(Dataset items)
■ ■ ■ ■

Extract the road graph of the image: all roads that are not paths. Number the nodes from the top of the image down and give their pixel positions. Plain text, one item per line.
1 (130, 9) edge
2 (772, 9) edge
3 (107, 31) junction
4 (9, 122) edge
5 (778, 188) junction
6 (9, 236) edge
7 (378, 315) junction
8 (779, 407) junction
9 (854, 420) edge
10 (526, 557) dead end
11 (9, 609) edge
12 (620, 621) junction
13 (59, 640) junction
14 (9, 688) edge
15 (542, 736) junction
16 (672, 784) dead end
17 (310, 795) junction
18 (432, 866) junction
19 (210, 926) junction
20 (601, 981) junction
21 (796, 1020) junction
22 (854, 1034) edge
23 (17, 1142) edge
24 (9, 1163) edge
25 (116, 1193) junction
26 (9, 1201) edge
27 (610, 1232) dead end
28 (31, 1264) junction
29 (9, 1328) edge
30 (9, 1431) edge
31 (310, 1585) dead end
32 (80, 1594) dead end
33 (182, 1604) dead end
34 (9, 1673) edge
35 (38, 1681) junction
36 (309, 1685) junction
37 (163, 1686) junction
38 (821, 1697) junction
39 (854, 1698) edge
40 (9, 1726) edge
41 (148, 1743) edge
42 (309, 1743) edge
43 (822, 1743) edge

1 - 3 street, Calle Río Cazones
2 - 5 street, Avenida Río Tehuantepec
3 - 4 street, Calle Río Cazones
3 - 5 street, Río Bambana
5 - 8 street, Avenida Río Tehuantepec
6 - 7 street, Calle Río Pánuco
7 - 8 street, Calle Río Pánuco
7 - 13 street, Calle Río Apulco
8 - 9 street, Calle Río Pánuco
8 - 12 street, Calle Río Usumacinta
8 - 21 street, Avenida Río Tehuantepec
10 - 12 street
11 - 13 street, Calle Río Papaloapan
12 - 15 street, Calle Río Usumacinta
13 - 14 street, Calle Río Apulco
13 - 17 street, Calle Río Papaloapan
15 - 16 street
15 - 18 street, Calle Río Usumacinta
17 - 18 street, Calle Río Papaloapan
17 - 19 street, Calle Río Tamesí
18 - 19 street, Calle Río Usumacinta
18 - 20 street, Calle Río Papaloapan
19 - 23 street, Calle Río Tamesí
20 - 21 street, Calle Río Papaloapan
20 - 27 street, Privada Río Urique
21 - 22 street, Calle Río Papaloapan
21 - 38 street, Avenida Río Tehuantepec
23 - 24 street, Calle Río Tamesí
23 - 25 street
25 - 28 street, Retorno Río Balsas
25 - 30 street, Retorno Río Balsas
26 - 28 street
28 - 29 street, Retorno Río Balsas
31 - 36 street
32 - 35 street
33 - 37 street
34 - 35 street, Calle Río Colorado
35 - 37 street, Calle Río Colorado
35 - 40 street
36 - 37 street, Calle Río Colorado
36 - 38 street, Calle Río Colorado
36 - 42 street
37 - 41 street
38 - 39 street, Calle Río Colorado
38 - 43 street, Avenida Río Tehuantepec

■ ■ ■ ■

# Problem to work on:
Retype all the data, changing nothing.

# Solution below:
Extract the road graph of the image: all roads that are not paths. Number the nodes from the top of the image down and give their pixel positions. Plain text, one item per line.
1 (130, 9) edge
2 (772, 9) edge
3 (107, 31) junction
4 (9, 122) edge
5 (778, 188) junction
6 (9, 236) edge
7 (378, 315) junction
8 (779, 407) junction
9 (854, 420) edge
10 (526, 557) dead end
11 (9, 609) edge
12 (620, 621) junction
13 (59, 640) junction
14 (9, 688) edge
15 (542, 736) junction
16 (672, 784) dead end
17 (310, 795) junction
18 (432, 866) junction
19 (210, 926) junction
20 (601, 981) junction
21 (796, 1020) junction
22 (854, 1034) edge
23 (17, 1142) edge
24 (9, 1163) edge
25 (116, 1193) junction
26 (9, 1201) edge
27 (610, 1232) dead end
28 (31, 1264) junction
29 (9, 1328) edge
30 (9, 1431) edge
31 (310, 1585) dead end
32 (80, 1594) dead end
33 (182, 1604) dead end
34 (9, 1673) edge
35 (38, 1681) junction
36 (309, 1685) junction
37 (163, 1686) junction
38 (821, 1697) junction
39 (854, 1698) edge
40 (9, 1726) edge
41 (148, 1743) edge
42 (309, 1743) edge
43 (822, 1743) edge

1 - 3 street, Calle Río Cazones
2 - 5 street, Avenida Río Tehuantepec
3 - 4 street, Calle Río Cazones
3 - 5 street, Río Bambana
5 - 8 street, Avenida Río Tehuantepec
6 - 7 street, Calle Río Pánuco
7 - 8 street, Calle Río Pánuco
7 - 13 street, Calle Río Apulco
8 - 9 street, Calle Río Pánuco
8 - 12 street, Calle Río Usumacinta
8 - 21 street, Avenida Río Tehuantepec
10 - 12 street
11 - 13 street, Calle Río Papaloapan
12 - 15 street, Calle Río Usumacinta
13 - 14 street, Calle Río Apulco
13 - 17 street, Calle Río Papaloapan
15 - 16 street
15 - 18 street, Calle Río Usumacinta
17 - 18 street, Calle Río Papaloapan
17 - 19 street, Calle Río Tamesí
18 - 19 street, Calle Río Usumacinta
18 - 20 street, Calle Río Papaloapan
19 - 23 street, Calle Río Tamesí
20 - 21 street, Calle Río Papaloapan
20 - 27 street, Privada Río Urique
21 - 22 street, Calle Río Papaloapan
21 - 38 street, Avenida Río Tehuantepec
23 - 24 street, Calle Río Tamesí
23 - 25 street
25 - 28 street, Retorno Río Balsas
25 - 30 street, Retorno Río Balsas
26 - 28 street
28 - 29 street, Retorno Río Balsas
31 - 36 street
32 - 35 street
33 - 37 street
34 - 35 street, Calle Río Colorado
35 - 37 street, Calle Río Colorado
35 - 40 street
36 - 37 street, Calle Río Colorado
36 - 38 street, Calle Río Colorado
36 - 42 street
37 - 41 street
38 - 39 street, Calle Río Colorado
38 - 43 street, Avenida Río Tehuantepec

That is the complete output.